In recent times, the Central Regional Passport Office in Cape Coast, Ghana, has become a hotbed of controversy, as middlemen, commonly known as ‘Goro Boys,’ are thriving in spite of public outrage and the Minister of Foreign Affairs’ outcry over corruption in passport application centers.
GhanaWeb’s investigative efforts have uncovered a disconcerting rise in the activities of these middlemen, who, alongside certain officials within the passport office, have been charging exorbitant fees to expedite passport processing. Unfortunately, this practice has negatively impacted countless applicants who visit the office every day in hopes of securing this essential document.
The Goro Boys’ Exploits
These unauthorized middlemen have set up shop, quite literally, in and around the passport office, making use of containers and stores to conduct their illicit transactions, including printing and altering passport dates. They offer applicants the promise of obtaining their passports within a week or two for a hefty fee ranging from GHC1,000 to GHC1,600. To make matters worse, some civil service workers who share premises with the passport office have reportedly assumed pivotal roles in these unlawful transactions, leveraging their positions to peddle influence or facilitate the process at exorbitant rates.
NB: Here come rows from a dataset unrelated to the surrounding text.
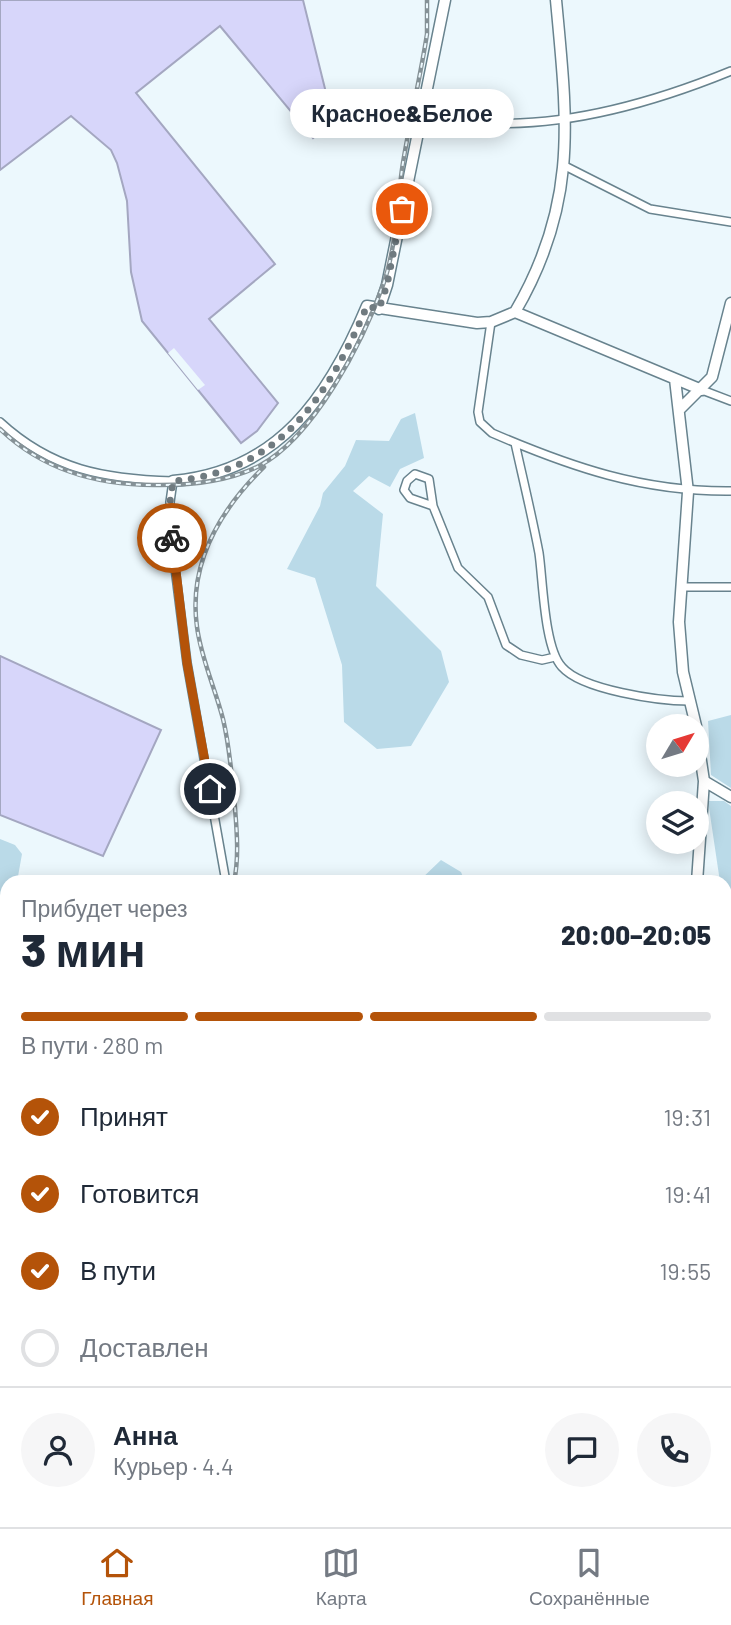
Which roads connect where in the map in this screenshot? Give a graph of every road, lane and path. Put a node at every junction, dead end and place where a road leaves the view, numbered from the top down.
1 (445, 0) edge
2 (556, 0) edge
3 (731, 71) edge
4 (423, 115) junction
5 (567, 120) junction
6 (565, 166) junction
7 (731, 222) edge
8 (731, 303) edge
9 (379, 309) junction
10 (515, 312) junction
11 (491, 322) junction
12 (675, 379) junction
13 (702, 390) junction
14 (731, 401) edge
15 (680, 410) junction
16 (0, 422) edge
17 (515, 443) junction
18 (173, 481) junction
19 (731, 491) edge
20 (688, 492) junction
21 (433, 506) junction
22 (682, 587) junction
23 (731, 587) edge
24 (555, 657) junction
25 (689, 701) junction
26 (692, 714) edge
27 (703, 777) edge
28 (704, 781) junction
29 (731, 797) edge
30 (225, 875) edge
31 (697, 875) edge

1 - 4 street
2 - 5 street
3 - 5 street
4 - 5 street
4 - 9 street
5 - 6 street
6 - 7 street
6 - 10 street
8 - 13 street
9 - 11 street
9 - 18 street
10 - 11 street
10 - 12 street
11 - 17 street
12 - 13 street
12 - 15 street
13 - 14 street
13 - 15 street
15 - 20 street
16 - 18 street
17 - 20 street
17 - 24 street
18 - 30 street
19 - 20 street
20 - 22 street
21 - 21 street
21 - 24 street
22 - 23 street
22 - 25 street
24 - 25 street
25 - 26 street
27 - 28 street
28 - 29 street
28 - 31 street

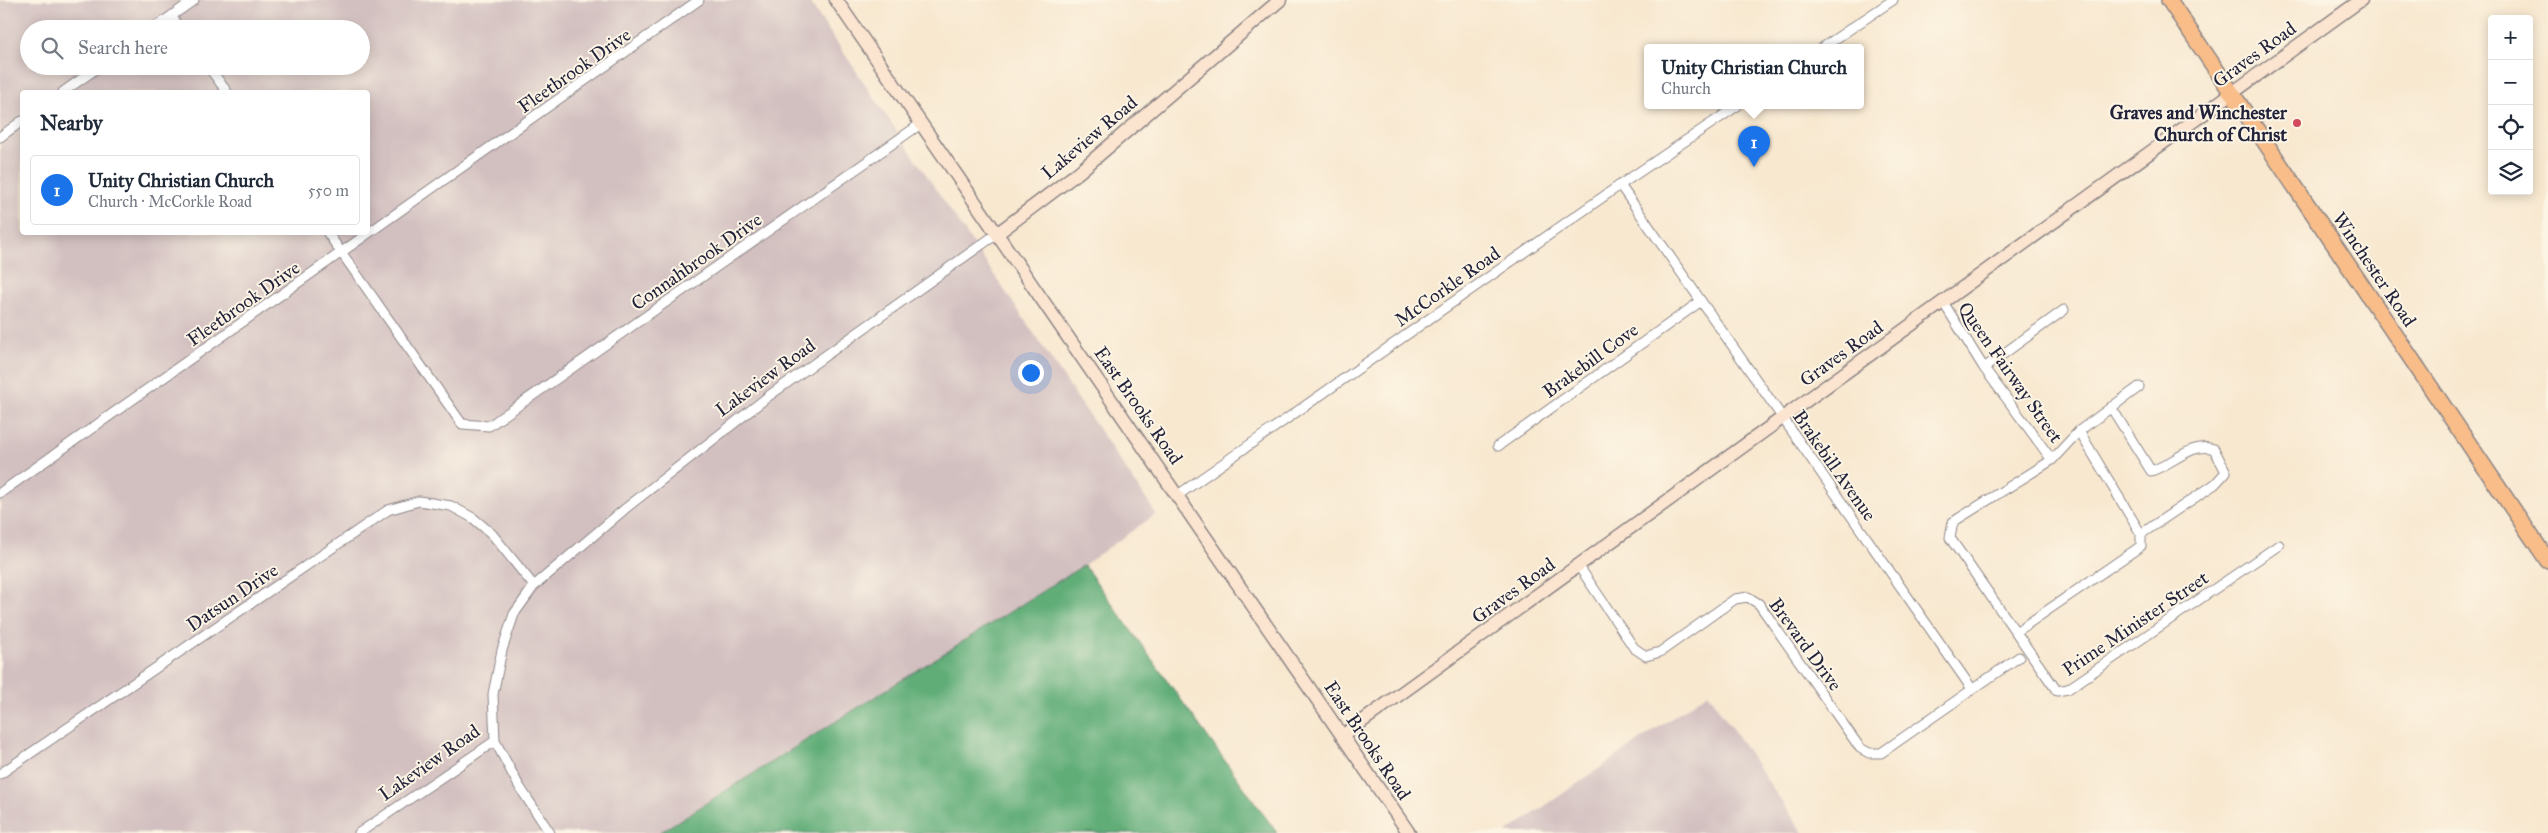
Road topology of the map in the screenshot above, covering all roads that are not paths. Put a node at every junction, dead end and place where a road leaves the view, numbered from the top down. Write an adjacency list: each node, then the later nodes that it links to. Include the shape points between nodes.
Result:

Even the Regional Information Service Department (ISD) office has not been spared, as it has been transformed into an annex of the passport office, receiving scores of applicants daily. Our investigation revealed that this office is consistently bustling with applicants seeking assistance with the online application process, further underscoring the high demand for expedited services.
An Insider’s Perspective
Speaking on condition of anonymity, one applicant shared her experience, revealing that she was charged GHC2,000 by a middleman but managed to negotiate it down to GHC1,500 for a faster processing time. She received her passport within the promised timeframe. However, her friend, who couldn’t afford to pay the fee, is still struggling to obtain her passport months after beginning the process. The first applicant called upon the Ministry of Foreign Affairs and Regional Integration to implement measures that would cleanse the system of corruption and favor all citizens.
Office Denials and Promises
In response to these allegations, Mr. Micheal Asante, the Regional Director of the passport office, denied any involvement of Goro boys among his staff. He acknowledged the presence of middlemen in the vicinity but insisted that they were not affiliated with his office. He emphasized the office’s dedication to resolving these challenges and streamlining the passport application process.
Mr. Asante also encouraged applicants to initiate the online registration process before visiting the office for biometrics and other necessary steps. Furthermore, he issued a stern warning to those engaged in Goro activities, cautioning them to cease their actions or face legal consequences.
In conclusion, the situation at the Cape Coast Passport Office underscores the urgent need for comprehensive reform and tighter regulation to eliminate corrupt practices and ensure fair access to passport services for all citizens. It’s a reminder that transparency, accountability, and efficiency should be the cornerstones of any government service, particularly those as crucial as passport issuance. The hope is that, with proper measures in place, the people of Cape Coast and Ghana at large can access passport services without falling victim to exploitation by middlemen.